Sit Less and Move (Much) More—Sometimes Intensely
Movement played a major role in daily life for hunter–gatherers. After all, they spent the majority of their time, well, hunting and gathering. They had to exert themselves, and often quite strenuously, to survive: our ancestors sprinted, jogged, climbed, carried, and jumped intermittently throughout the day, on top of walking an average of six miles and running one-half to one mile per day. (21)
In other words, they didn’t sit all day like so many of us do. We spend endless hours working at computers, watching TV, and commuting by car. In fact, the typical U.S. adult is now sedentary for about 60 percent of his or her waking life and sits for an average of six or seven hours every day. (22, 23) Sitting has been called the new smoking, and for good reason: it’s linked to heart disease, insulin resistance, cancer, and the list goes on. What’s more, research has found these same negative health outcomes in those who exercise but still spend the majority of their day seated.
Your ancestral movement action plan:
- Stand up. It’s the simplest way to sit less. I recommend standing for half of your day.
- Talk a walk. Actually, take lots of walks and regularly engage in other low-intensity activities. Consider walking or bicycling to work, doing your own household chores, and finding a hobby like gardening that, quite literally, moves you. If you can build a daily walk into your workday—parking further away from your office, walking during your lunch break, or walking with your child or a pet after work or dinner—it becomes a habit that’s easy to keep.
- Push yourself occasionally throughout the week with bouts of more intense exercise; just don’t overdo it. I recommend a protocol established by my friend and colleague Dan Pardi.
Sleep More and Stress Less
I’m sure if I asked you to conjure up an image of a hunter–gatherer, he or she wouldn’t be lounging lazily on a sofa. Although they were almost always on the move, these people relaxed, too. Our ancestors alternated strenuous and demanding days of physical activity with days of rest, an instinctual response that protected them from injury and fatigue.
Our modern lifestyle is a stark mismatch in this regard. We live in a culture that values productivity and activity above all else and is almost scornful of rest and relaxation. “Resting” for many people means browsing the internet or engaging with some other kind of sleep-sapping, artificial light-emitting electronic device that is anything but restful for the brain and the body. We’ve not only forgotten the value of rest—we’ve forgotten how to do it.
Thus, we’re stressed out. Constantly. Our ancestors experienced stress when fleeing a predator or out on a hunt. But, as I shared above, they punctuated these stressful times with moments of calm. We simply aren’t built for chronic stress, as evidenced by the immense amount of research illustrating that it wreaks total havoc on our bodies.
Your ancestral action plan for R&R:
- Sleep soundly, and for seven to eight hours a night. You can’t be healthy without adequate sleep. Period.
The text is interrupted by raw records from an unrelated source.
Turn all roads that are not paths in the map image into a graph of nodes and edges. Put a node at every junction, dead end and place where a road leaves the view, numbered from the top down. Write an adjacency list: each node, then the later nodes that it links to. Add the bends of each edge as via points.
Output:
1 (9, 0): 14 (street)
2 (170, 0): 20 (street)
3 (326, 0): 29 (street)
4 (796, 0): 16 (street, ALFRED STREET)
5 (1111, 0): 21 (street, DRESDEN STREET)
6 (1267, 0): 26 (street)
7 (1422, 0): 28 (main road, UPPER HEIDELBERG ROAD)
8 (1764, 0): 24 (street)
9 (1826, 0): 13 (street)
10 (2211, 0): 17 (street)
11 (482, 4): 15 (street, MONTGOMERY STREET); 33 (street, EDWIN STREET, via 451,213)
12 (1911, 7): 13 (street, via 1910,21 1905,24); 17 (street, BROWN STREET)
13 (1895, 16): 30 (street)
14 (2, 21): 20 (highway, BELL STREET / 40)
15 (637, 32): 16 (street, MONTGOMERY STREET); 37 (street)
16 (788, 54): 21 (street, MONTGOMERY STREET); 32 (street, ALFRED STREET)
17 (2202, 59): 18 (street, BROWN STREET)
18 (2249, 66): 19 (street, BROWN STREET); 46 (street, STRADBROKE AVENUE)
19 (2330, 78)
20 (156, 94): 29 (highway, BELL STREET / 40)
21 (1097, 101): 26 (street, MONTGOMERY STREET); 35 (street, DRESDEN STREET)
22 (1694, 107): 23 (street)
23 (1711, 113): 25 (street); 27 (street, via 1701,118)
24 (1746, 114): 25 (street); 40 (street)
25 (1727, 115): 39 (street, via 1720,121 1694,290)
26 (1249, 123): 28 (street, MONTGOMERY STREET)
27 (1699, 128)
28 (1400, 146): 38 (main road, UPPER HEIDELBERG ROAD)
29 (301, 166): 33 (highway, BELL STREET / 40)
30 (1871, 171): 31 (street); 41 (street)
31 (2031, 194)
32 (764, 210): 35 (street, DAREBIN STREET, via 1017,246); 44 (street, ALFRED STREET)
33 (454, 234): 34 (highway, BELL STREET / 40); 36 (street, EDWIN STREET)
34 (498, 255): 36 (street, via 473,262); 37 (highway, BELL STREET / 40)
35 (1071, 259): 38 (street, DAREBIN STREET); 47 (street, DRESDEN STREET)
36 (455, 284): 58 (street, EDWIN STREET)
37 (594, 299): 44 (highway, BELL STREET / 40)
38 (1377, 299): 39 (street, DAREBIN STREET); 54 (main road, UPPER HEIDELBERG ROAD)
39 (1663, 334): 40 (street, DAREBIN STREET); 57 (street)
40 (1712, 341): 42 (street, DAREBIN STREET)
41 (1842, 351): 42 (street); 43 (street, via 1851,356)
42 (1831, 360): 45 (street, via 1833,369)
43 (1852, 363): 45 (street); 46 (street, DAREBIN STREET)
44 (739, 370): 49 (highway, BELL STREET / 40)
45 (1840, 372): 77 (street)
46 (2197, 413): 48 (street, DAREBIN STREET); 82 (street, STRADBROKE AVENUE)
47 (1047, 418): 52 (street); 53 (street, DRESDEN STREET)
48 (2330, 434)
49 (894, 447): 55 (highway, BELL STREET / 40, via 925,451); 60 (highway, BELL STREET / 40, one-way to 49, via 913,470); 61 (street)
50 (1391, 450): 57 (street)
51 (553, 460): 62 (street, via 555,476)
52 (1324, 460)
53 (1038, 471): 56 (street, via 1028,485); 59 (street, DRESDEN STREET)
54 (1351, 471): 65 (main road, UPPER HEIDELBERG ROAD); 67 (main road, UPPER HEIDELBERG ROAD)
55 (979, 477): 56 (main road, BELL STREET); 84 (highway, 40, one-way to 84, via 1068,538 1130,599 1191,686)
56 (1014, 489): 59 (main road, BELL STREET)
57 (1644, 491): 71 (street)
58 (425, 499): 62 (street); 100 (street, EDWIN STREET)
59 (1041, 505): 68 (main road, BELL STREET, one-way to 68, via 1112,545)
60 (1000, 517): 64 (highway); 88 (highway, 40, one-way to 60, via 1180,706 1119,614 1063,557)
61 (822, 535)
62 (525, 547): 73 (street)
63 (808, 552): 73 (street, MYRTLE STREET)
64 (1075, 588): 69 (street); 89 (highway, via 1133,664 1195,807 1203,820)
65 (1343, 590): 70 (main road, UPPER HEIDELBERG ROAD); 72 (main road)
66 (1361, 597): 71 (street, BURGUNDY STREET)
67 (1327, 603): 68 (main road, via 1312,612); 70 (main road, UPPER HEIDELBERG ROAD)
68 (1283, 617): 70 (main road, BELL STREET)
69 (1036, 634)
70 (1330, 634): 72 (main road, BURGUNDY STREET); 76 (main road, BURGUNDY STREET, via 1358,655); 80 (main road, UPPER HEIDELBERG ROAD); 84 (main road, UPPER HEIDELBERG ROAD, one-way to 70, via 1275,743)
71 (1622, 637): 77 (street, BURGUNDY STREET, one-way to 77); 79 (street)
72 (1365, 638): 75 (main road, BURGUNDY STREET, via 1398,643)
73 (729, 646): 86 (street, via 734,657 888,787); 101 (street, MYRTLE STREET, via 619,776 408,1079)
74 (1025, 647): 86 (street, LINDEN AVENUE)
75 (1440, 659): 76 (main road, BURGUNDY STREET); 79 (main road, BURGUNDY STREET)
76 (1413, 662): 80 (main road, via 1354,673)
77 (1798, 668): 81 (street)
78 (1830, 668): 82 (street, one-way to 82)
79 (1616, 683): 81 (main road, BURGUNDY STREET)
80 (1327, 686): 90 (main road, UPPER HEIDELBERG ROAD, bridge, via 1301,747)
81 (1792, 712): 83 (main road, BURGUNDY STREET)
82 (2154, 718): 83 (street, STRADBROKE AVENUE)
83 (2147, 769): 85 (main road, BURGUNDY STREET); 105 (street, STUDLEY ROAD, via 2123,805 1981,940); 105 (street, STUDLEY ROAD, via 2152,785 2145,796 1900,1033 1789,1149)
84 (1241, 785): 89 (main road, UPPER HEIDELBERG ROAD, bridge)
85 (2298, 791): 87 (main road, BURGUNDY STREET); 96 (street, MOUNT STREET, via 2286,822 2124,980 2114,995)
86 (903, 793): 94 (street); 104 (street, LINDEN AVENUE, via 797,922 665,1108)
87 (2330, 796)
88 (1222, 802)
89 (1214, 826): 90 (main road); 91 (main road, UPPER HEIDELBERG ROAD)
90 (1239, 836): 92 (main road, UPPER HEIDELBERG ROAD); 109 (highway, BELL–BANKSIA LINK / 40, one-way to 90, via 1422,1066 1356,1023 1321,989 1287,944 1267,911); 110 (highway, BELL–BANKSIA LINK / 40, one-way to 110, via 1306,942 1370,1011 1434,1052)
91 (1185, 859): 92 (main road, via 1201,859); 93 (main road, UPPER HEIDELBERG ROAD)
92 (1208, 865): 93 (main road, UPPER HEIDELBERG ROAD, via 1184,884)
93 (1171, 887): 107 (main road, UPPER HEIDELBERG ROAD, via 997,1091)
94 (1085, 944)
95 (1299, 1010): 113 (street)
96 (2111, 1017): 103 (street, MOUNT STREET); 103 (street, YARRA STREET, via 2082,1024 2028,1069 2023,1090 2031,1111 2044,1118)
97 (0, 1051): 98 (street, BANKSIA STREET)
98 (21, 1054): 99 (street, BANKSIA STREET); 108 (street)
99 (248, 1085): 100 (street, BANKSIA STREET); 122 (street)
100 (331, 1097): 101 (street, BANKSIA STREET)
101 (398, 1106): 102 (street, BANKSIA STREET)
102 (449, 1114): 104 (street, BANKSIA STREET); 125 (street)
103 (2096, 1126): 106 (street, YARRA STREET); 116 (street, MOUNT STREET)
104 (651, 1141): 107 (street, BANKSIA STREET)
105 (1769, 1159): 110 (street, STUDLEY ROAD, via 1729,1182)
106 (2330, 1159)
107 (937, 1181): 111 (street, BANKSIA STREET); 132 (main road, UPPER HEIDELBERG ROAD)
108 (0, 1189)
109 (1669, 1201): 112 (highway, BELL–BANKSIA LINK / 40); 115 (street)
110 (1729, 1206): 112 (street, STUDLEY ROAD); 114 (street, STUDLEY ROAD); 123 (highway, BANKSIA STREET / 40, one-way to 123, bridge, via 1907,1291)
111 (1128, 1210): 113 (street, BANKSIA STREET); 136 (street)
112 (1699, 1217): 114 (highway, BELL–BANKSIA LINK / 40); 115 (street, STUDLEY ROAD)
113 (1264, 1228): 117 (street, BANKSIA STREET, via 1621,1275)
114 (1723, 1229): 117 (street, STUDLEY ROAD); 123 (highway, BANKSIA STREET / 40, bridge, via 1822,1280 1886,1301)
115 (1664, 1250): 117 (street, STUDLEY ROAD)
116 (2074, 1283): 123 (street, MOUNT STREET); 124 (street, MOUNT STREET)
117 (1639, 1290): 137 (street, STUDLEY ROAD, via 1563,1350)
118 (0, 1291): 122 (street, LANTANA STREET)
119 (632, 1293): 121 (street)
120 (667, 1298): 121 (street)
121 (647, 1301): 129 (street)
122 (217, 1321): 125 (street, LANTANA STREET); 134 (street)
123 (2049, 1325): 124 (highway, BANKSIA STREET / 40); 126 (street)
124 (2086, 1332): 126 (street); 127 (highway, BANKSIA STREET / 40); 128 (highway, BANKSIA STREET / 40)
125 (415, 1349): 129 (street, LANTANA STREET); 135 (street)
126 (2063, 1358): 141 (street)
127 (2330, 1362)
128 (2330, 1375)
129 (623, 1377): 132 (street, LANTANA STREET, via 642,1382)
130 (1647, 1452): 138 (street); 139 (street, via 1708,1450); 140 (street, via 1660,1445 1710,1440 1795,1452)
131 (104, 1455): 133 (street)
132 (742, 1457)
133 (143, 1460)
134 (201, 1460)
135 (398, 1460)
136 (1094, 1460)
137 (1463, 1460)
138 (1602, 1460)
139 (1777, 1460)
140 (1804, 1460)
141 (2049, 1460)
Check out my steps for beating insomnia and adopting good sleep hygiene.
- Manage your stress. There’s no way to completely remove stress from your life, but you can avoid unnecessary stress by learning to say no to projects or commitments you can’t handle, staying away from people who get your blood boiling, and turning off the news (or at least limiting your exposure to it), as examples. To mitigate the harmful effects of the stressors you can’t avoid, try relaxation practices and techniques such as meditation, yoga, and calm breathing.
- Prioritize pleasure. Listening to music, playing with your pets, laughing with friends, and spending time outdoors all can help you cultivate more pleasure in your life, and pleasure is the antidote to chronic stress.